The NPL Queensland Men sits within the SEQ Conference.

===Men's pyramid===

| National Level | NPL Queensland Men's Pyramid |  |  |  |  |  |  |  |  |
| 2 | NPL Queensland 12 clubs no promotion ↓ relegate 2 |  |  |  |  |  |  |  |  |
| 3 | Football Queensland Premier League 1 12 clubs ↑ promote 2 ↓ relegate 2 |  |  |  |  |  |  |  |  |
| 4 | Football Queensland Premier League 2 12 Clubs ↑ promote 2 ↓ relegate 2 |  |  |  |  |  |  |  |  |
| 5 | Northern Conference |  |  | Central Conference |  | SEQ Conference |  |  |  |
| Far North & Gulf | Northern | Whitsunday Coast | Central Coast | Wide Bay | Darling Downs | Metro | South Coast | Sunshine Coast |
| FQPL 3 Far North & Gulf | FQPL 3 Northern | FQPL 3 Whitsunday Coast | FQPL 3 Central Coast | FQPL 3 Wide Bay | FQPL 3 Darling Downs ↑ One club qualifies for FQPL 2 playoff | FQPL 3 Metro ↑ ↓ One club is promoted automatically, one qualifies for FQPL 2 playoff and two are relegated | FQPL 3 South Coast ↑ ↓ One club qualifies for FQPL 2 playoff and one relegated | FQPL 3 Sunshine Coast ↑ One club qualifies for FQPL 2 playoff |
| 6 |  |  |  |  |  |  | FQPL 4 Metro ↑ ↓ Two clubs promoted and two relegated | FQPL 4 South Coast ↑ ↓ One club promoted and one relegated |
| 7 |  |  |  |  |  |  | FQPL 5 Metro ↑ ↓ Two clubs promoted and two relegated |  |  |
| 8 |  |  |  |  |  |  | FQPL 6 Metro ↑ ↓ Two clubs promoted |  |  |

===Women's pyramid===
The NPL Queensland Women sits within the SEQ Conference.

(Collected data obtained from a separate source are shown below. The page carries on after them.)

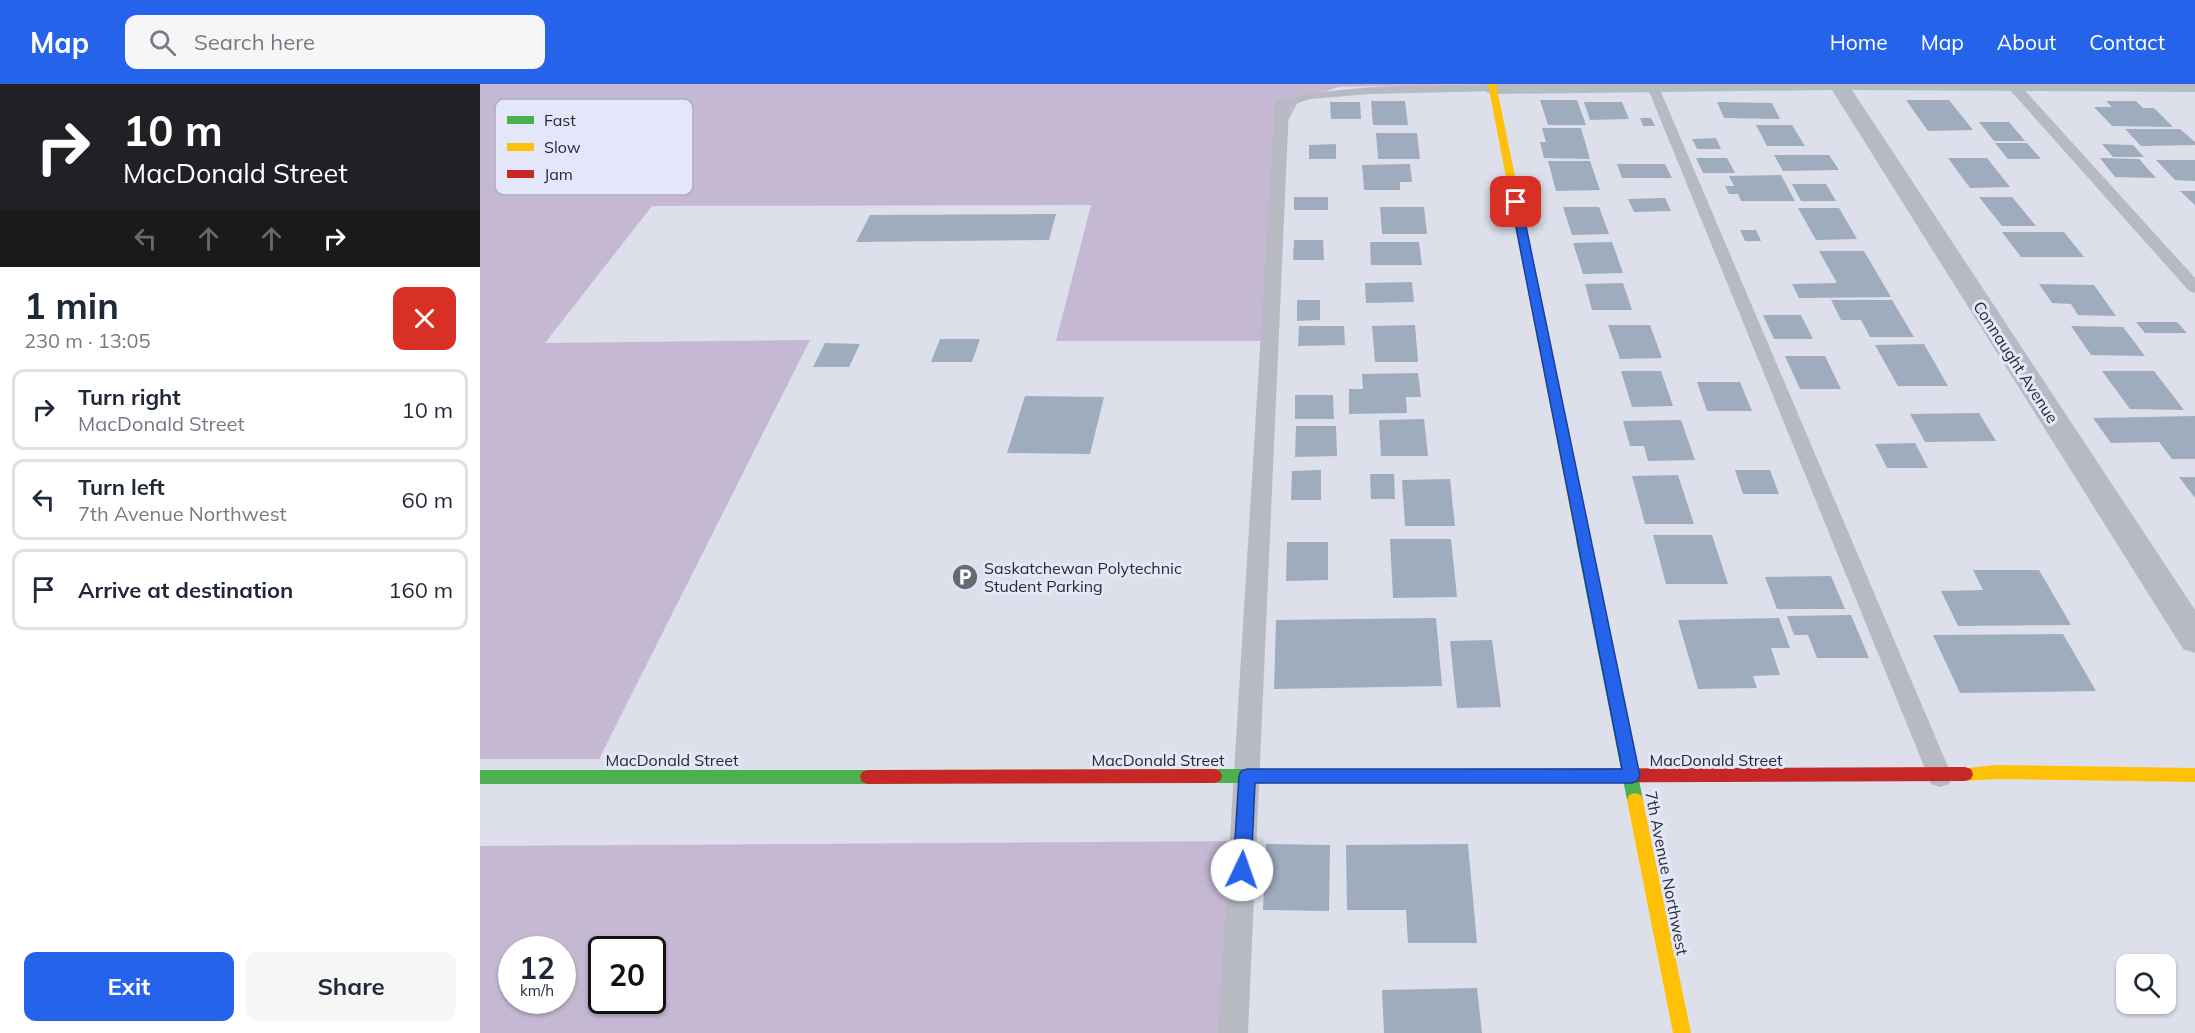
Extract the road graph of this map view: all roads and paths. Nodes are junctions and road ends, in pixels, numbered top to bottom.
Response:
1 (1838, 84) edge
2 (1652, 85) edge
3 (1493, 86) edge
4 (2014, 86) junction
5 (2195, 86) edge
6 (2195, 288) edge
7 (2195, 639) edge
8 (2195, 775) edge
9 (1247, 776) junction
10 (1632, 776) junction
11 (1940, 776) junction
12 (480, 777) edge
13 (1233, 1033) edge
14 (1682, 1033) edge

1 - 2 street
1 - 4 street
1 - 7 street, Connaught Avenue
2 - 3 street
2 - 11 lane
3 - 9 lane
3 - 10 street, 7th Avenue Northwest
4 - 5 street
4 - 6 lane
8 - 11 street, MacDonald Street
9 - 10 street, MacDonald Street
9 - 12 street, MacDonald Street
9 - 13 lane
10 - 11 street, MacDonald Street
10 - 14 street, 7th Avenue Northwest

| National Level | QLD SEQ Conference (Women) |  |  |  |
| 2 | National Premier Leagues Queensland ↑ ↓ No promotion, two clubs relegated at the end of each season |  |  |  |
| 3 | Football Queensland Premier League 1 ↑ ↓ Two clubs promoted and two relegated at the end of each season |  |  |  |
| 4 | Football Queensland Premier League 2 ↑ ↓ Two clubs promoted and two relegated at the end of each season |  |  |  |
| Regions | Darling Downs | Metro | South Coast | Sunshine Coast |
↑ Play-offs for promotion-ready clubs
| 5 | FQPL 3 Darling Downs ↑ One club qualifies for FQPL 2 playoff | FQPL 3 Metro ↑ Two clubs qualify for FQPL 2 playoff | FQPL 3 South Coast ↑ One club qualifies for FQPL 2 playoff | FQPL 3 Sunshine Coast ↑ One club qualifies for FQPL 2 playoff |

The Central Conference includes the FQPL Wide Bay and FQPL Central Coast and is connected to the rest of the state via the FQPL framework. From 2022, the top teams from each competition will play off against one another in a Champions League-style competition throughout each season to determine the Central Conference winner.

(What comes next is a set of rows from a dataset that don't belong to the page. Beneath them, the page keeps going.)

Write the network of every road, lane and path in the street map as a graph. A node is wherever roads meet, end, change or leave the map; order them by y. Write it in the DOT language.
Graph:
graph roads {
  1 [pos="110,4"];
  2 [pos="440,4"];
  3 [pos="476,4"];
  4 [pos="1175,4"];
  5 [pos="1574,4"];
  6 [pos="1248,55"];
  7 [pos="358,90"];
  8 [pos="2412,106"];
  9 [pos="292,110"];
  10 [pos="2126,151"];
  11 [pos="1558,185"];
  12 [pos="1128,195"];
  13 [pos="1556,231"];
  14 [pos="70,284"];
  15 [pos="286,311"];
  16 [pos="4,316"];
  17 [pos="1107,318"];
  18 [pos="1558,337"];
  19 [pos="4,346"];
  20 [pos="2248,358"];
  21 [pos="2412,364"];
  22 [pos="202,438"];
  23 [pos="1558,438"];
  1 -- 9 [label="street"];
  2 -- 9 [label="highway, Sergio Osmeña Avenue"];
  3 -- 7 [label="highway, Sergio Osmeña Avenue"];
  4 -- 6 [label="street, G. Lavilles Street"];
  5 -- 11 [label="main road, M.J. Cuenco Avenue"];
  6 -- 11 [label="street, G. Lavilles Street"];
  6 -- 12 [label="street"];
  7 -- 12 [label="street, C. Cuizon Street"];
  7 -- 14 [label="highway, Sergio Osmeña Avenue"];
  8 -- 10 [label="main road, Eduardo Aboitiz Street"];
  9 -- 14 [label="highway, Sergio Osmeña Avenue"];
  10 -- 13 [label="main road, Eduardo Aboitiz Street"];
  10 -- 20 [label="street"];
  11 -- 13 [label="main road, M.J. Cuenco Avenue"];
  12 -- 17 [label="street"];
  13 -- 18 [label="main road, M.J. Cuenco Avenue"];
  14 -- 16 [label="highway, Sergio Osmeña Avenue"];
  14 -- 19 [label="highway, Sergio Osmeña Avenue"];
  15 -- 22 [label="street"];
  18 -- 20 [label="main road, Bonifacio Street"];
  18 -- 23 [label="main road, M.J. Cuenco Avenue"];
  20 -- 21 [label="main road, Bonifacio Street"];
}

QLD Central Conference (Women)
| FQPL Central Coast | FQPL Wide Bay |

The Northern Conference includes the FQPL Whitsunday Coast, FQPL Northern and FQPL Far North & Gulf and is connected to the rest of the state via the FQPL framework. From 2022, the top teams from each competition will play off against one another in a Champions League-style competition throughout each season to determine the Northern Conference winner.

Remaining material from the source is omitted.